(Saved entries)
■ ■ ■ ■ ■ ■ ■
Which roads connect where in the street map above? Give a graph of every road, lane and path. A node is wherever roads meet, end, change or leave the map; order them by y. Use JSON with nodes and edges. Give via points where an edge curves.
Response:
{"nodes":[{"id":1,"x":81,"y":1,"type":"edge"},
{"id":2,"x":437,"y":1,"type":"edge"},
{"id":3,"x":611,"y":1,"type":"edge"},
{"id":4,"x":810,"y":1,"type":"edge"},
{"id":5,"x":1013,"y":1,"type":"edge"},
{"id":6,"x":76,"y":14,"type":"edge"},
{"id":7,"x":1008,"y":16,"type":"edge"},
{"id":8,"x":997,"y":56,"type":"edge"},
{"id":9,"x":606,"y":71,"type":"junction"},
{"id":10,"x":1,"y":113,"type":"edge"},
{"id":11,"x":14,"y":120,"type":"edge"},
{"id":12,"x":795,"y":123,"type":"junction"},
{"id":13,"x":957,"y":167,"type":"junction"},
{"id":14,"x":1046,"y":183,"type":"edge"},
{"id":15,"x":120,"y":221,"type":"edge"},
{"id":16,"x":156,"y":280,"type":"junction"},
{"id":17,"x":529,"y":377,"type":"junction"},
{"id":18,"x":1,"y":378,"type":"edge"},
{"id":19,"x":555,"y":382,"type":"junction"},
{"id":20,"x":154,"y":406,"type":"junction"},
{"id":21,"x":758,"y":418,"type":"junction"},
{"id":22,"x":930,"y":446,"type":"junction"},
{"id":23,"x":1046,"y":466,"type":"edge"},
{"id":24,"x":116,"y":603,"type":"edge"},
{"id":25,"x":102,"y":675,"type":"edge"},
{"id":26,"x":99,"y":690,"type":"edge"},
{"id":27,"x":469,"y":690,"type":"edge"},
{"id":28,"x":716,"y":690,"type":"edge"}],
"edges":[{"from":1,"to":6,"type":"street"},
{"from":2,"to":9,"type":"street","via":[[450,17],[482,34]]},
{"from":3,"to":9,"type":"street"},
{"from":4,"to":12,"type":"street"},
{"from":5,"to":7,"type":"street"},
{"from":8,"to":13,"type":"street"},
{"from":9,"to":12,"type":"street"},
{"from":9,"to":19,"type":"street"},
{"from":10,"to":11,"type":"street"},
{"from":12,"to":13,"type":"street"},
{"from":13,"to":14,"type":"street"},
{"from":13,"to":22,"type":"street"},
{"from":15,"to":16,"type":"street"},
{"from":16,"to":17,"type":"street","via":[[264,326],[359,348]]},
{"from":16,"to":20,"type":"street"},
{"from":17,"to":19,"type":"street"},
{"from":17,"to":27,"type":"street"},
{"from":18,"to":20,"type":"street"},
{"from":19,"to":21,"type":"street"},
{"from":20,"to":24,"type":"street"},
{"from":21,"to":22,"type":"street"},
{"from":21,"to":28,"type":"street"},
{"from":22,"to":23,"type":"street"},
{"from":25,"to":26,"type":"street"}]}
■ ■ ■ ■ ■ ■ ■
Print out all of the records above, word for word.

Which roads connect where in the street map above? Give a graph of every road, lane and path. A node is wherever roads meet, end, change or leave the map; order them by y. Use JSON with nodes and edges. Give via points where an edge curves.
Response:
{"nodes":[{"id":1,"x":81,"y":1,"type":"edge"},
{"id":2,"x":437,"y":1,"type":"edge"},
{"id":3,"x":611,"y":1,"type":"edge"},
{"id":4,"x":810,"y":1,"type":"edge"},
{"id":5,"x":1013,"y":1,"type":"edge"},
{"id":6,"x":76,"y":14,"type":"edge"},
{"id":7,"x":1008,"y":16,"type":"edge"},
{"id":8,"x":997,"y":56,"type":"edge"},
{"id":9,"x":606,"y":71,"type":"junction"},
{"id":10,"x":1,"y":113,"type":"edge"},
{"id":11,"x":14,"y":120,"type":"edge"},
{"id":12,"x":795,"y":123,"type":"junction"},
{"id":13,"x":957,"y":167,"type":"junction"},
{"id":14,"x":1046,"y":183,"type":"edge"},
{"id":15,"x":120,"y":221,"type":"edge"},
{"id":16,"x":156,"y":280,"type":"junction"},
{"id":17,"x":529,"y":377,"type":"junction"},
{"id":18,"x":1,"y":378,"type":"edge"},
{"id":19,"x":555,"y":382,"type":"junction"},
{"id":20,"x":154,"y":406,"type":"junction"},
{"id":21,"x":758,"y":418,"type":"junction"},
{"id":22,"x":930,"y":446,"type":"junction"},
{"id":23,"x":1046,"y":466,"type":"edge"},
{"id":24,"x":116,"y":603,"type":"edge"},
{"id":25,"x":102,"y":675,"type":"edge"},
{"id":26,"x":99,"y":690,"type":"edge"},
{"id":27,"x":469,"y":690,"type":"edge"},
{"id":28,"x":716,"y":690,"type":"edge"}],
"edges":[{"from":1,"to":6,"type":"street"},
{"from":2,"to":9,"type":"street","via":[[450,17],[482,34]]},
{"from":3,"to":9,"type":"street"},
{"from":4,"to":12,"type":"street"},
{"from":5,"to":7,"type":"street"},
{"from":8,"to":13,"type":"street"},
{"from":9,"to":12,"type":"street"},
{"from":9,"to":19,"type":"street"},
{"from":10,"to":11,"type":"street"},
{"from":12,"to":13,"type":"street"},
{"from":13,"to":14,"type":"street"},
{"from":13,"to":22,"type":"street"},
{"from":15,"to":16,"type":"street"},
{"from":16,"to":17,"type":"street","via":[[264,326],[359,348]]},
{"from":16,"to":20,"type":"street"},
{"from":17,"to":19,"type":"street"},
{"from":17,"to":27,"type":"street"},
{"from":18,"to":20,"type":"street"},
{"from":19,"to":21,"type":"street"},
{"from":20,"to":24,"type":"street"},
{"from":21,"to":22,"type":"street"},
{"from":21,"to":28,"type":"street"},
{"from":22,"to":23,"type":"street"},
{"from":25,"to":26,"type":"street"}]}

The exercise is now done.